O aparecimento de podcasts, de séries televisivas e de peças jornalísticas dedicados à saúde mental tem ajudado a desmistificar o estigma a ela associado, cujos doentes são, desde há muito, adjectivados de forma pejorativa. Estes programas (alguns deles com pendor humorístico e pessoal) permitem compreender que as pessoas que se encontram num momento de fragilidade mental, ou que sofrem de uma doença mental, continuam, quando a severidade dos sintomas não os impede, a desempenhar as suas tarefas quotidianas laborais e domésticas com sucesso.

Como Susan Sontag defende no ensaio A doença como metáfora, devemos olhar para a doença (no seu caso em particular falava do cancro) como apenas uma doença, e nada mais, contrariando a visão alegórica e culpabilizante, que desde há uns séculos, a sociedade e a literatura em específico, tendem a utilizar.

Porém, se o aumento da prescrição de psicofármacos reflecte, por um lado, uma maior desinibição para procurar ajuda, também significa que existe, em alguns casos, uma prescrição indevida e excessiva. Como o artigo do Expresso reconhece, “as recomendações internacionais estabelecem que os antidepressivos não devem ser usados como tratamento de primeira linha na depressão ligeira ou moderada”. Nestes casos deve optar-se pela psicoterapia e por outras abordagens que não têm necessariamente que incluir a utilização de fármacos, até porque nem todos os problemas de saúde mental têm somente que ver com a nossa biologia; estão também relacionados com factores ambientais, como as nossas circunstâncias de vida.

Estamos a falar mais das doenças do foro mental, mas também devemos discutir em que moldes devemos fazê-lo. E explicar à população o que é a psicoterapia é algo prioritário. A ignorância e o receio em relação ao trabalho dos psicólogos e psiquiatras, e à psicoterapia individual ou de grupo, leva a que as pessoas procurem pensos rápidos para os seus sintomas, não compreendendo que, sem encontrar e resolver a causa, o risco de recaída é grande.

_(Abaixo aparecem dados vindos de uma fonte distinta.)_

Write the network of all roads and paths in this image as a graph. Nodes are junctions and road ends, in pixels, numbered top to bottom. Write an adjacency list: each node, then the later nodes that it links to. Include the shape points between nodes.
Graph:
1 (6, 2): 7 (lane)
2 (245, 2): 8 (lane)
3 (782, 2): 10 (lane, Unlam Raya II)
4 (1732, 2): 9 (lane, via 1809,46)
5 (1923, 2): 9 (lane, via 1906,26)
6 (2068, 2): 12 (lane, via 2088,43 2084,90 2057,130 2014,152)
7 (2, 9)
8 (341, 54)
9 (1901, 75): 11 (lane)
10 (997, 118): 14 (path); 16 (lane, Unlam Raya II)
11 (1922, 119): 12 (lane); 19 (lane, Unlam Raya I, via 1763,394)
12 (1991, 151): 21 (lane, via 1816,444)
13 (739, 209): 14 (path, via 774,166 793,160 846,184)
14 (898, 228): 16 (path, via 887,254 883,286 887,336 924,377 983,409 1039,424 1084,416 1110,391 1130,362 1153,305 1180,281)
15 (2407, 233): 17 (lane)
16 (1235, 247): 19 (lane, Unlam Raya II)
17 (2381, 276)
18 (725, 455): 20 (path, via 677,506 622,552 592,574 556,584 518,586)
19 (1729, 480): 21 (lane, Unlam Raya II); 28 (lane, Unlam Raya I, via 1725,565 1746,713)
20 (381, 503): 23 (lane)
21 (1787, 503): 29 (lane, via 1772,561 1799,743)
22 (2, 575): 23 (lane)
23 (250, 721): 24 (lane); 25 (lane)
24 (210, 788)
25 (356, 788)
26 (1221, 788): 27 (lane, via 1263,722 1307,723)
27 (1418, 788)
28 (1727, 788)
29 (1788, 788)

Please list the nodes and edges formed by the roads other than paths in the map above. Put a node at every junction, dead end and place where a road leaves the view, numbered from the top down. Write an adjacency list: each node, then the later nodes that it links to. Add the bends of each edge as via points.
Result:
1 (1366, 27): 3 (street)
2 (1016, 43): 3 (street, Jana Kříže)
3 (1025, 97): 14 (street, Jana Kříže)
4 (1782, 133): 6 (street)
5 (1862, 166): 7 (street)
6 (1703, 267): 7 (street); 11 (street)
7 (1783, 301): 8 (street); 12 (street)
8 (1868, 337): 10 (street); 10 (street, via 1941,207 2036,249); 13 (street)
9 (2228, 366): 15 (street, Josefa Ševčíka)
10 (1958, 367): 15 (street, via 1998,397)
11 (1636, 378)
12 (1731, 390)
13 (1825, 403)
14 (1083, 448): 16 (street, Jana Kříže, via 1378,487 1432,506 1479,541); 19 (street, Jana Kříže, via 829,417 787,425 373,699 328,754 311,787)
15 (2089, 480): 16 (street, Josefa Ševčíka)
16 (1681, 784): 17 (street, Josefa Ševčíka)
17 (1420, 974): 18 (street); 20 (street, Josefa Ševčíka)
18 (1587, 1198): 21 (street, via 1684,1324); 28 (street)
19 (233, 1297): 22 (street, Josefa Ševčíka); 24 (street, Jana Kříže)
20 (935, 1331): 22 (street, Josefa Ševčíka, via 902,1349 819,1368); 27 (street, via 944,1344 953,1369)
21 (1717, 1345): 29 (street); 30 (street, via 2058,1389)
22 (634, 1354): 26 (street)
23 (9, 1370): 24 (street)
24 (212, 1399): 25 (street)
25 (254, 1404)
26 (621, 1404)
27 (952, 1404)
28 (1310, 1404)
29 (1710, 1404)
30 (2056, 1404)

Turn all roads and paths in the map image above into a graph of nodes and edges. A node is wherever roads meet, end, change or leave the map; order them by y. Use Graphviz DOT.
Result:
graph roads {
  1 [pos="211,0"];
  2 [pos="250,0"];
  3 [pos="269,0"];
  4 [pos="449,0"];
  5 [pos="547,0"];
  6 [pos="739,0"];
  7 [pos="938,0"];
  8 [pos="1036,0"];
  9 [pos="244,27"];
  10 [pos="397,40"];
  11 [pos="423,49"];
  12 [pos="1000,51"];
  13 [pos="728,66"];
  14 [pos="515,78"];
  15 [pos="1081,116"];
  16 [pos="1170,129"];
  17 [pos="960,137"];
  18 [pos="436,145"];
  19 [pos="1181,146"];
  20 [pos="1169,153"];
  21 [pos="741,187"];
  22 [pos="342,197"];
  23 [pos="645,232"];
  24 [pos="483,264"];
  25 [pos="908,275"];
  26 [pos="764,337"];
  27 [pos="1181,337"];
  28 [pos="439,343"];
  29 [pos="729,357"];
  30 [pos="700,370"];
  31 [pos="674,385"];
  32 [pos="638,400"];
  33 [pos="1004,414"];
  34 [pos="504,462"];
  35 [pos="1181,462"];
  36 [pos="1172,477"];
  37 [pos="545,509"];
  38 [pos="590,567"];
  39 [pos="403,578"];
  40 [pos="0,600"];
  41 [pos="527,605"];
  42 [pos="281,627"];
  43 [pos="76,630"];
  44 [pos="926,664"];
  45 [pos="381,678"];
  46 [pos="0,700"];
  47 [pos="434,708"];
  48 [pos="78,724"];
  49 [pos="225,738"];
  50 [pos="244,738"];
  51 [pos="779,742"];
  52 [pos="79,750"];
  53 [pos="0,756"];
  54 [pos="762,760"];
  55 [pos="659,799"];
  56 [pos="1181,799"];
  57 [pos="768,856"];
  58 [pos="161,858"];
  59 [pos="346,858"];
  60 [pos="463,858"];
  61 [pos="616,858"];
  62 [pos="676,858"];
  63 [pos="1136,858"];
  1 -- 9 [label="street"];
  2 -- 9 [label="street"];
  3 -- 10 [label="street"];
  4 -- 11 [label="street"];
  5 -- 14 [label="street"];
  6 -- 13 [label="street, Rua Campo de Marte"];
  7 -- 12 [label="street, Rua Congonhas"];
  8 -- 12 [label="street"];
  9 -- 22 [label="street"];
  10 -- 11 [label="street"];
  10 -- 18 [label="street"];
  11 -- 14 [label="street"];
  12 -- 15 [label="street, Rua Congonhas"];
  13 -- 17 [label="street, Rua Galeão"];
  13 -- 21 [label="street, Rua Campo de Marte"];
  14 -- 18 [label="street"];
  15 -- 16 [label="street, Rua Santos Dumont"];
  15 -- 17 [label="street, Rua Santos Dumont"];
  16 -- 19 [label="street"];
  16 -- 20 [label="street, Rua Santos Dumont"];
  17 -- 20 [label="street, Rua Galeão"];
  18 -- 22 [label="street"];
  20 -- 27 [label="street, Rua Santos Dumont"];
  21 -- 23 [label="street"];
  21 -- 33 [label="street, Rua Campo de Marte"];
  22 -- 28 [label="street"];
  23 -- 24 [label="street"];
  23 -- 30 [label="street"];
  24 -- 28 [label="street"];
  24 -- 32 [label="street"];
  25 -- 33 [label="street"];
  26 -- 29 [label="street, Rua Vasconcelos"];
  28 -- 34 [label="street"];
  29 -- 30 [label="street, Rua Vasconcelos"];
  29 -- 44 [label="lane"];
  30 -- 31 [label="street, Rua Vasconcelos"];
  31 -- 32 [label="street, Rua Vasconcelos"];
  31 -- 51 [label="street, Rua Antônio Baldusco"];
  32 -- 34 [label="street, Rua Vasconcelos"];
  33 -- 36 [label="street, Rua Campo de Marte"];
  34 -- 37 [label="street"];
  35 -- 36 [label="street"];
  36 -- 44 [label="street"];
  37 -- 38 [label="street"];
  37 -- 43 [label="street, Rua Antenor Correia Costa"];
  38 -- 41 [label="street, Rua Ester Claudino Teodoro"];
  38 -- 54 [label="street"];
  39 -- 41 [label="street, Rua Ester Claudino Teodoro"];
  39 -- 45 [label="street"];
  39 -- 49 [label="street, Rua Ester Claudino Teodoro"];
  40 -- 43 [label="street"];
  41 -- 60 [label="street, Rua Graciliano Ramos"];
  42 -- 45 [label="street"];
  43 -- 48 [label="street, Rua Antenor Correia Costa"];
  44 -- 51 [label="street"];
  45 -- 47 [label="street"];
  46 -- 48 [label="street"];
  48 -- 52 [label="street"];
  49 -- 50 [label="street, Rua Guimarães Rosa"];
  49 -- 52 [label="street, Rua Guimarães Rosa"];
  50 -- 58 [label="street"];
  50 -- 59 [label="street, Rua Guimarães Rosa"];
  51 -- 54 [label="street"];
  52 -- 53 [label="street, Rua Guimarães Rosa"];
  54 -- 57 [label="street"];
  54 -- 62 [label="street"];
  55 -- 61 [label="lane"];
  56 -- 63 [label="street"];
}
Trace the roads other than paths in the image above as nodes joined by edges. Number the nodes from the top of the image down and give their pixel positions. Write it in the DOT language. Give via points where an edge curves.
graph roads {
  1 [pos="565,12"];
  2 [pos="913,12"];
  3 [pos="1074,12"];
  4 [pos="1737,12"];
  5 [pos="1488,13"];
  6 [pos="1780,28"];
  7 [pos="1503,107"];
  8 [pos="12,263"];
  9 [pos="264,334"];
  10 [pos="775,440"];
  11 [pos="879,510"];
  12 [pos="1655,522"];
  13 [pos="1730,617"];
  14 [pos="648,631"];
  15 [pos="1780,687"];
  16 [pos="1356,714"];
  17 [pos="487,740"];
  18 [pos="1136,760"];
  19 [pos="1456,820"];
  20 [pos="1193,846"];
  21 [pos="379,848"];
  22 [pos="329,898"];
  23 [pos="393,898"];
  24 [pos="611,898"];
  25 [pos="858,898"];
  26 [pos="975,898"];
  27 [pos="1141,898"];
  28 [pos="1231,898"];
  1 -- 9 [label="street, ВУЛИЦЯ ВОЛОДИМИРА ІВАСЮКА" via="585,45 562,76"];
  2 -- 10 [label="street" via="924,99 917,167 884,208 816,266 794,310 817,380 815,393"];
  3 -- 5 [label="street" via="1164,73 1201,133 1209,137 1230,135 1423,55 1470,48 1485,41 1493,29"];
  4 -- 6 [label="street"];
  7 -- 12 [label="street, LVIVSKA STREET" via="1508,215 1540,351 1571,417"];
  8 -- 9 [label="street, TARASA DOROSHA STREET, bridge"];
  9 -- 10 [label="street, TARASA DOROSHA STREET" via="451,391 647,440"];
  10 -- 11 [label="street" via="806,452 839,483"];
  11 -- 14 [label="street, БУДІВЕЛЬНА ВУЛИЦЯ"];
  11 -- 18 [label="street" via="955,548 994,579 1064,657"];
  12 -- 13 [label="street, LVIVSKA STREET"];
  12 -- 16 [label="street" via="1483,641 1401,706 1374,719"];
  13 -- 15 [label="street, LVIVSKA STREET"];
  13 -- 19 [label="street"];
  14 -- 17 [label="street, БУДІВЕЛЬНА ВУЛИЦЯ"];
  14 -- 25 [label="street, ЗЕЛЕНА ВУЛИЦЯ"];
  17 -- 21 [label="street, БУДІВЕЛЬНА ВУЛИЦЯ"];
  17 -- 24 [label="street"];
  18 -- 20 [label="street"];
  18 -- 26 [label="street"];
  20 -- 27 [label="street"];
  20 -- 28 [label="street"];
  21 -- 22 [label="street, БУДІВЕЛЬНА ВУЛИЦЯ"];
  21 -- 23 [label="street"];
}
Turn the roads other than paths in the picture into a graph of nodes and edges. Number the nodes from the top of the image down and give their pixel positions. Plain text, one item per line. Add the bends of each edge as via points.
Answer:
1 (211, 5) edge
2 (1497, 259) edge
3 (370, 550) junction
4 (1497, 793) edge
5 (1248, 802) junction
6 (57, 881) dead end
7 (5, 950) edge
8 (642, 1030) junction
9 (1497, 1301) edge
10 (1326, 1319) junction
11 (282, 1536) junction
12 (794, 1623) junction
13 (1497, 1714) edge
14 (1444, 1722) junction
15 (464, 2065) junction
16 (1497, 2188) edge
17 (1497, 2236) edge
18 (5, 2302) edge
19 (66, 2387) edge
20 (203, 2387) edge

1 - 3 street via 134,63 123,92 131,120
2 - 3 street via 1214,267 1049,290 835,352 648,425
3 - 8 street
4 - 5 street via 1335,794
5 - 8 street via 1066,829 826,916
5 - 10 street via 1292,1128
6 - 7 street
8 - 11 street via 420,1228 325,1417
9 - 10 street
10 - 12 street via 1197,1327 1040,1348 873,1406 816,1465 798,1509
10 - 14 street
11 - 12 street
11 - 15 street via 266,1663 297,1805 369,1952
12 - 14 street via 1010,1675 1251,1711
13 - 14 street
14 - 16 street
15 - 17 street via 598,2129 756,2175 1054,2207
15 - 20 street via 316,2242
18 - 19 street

Segundo o psicólogo Carl Rogers, cujo livro Carl Rogers em consulta recomendo (publicado em Portugal pela Taiga), “os indivíduos têm em si mesmos vastos recursos para a autocompreensão e para alterar os seus próprios conceitos, atitudes básicas, e comportamento autodirigido; estes recursos podem ser explorados se for possível proporcionar um clima definível de atitudes psicológicas facilitadoras”.

Com a psicoterapia, o paciente tem a oportunidade de atribuir nomes aos seus sintomas, deixando de se sentir cativo da sua própria condição mental, e a possibilidade de corrigir e alterar aspectos da sua vida, que consciente ou inconscientemente, o perturbam. A doença torna-se banal na nossa rotina enquanto indivíduos; não nos distingue, nem nos exclui, apenas perde peso.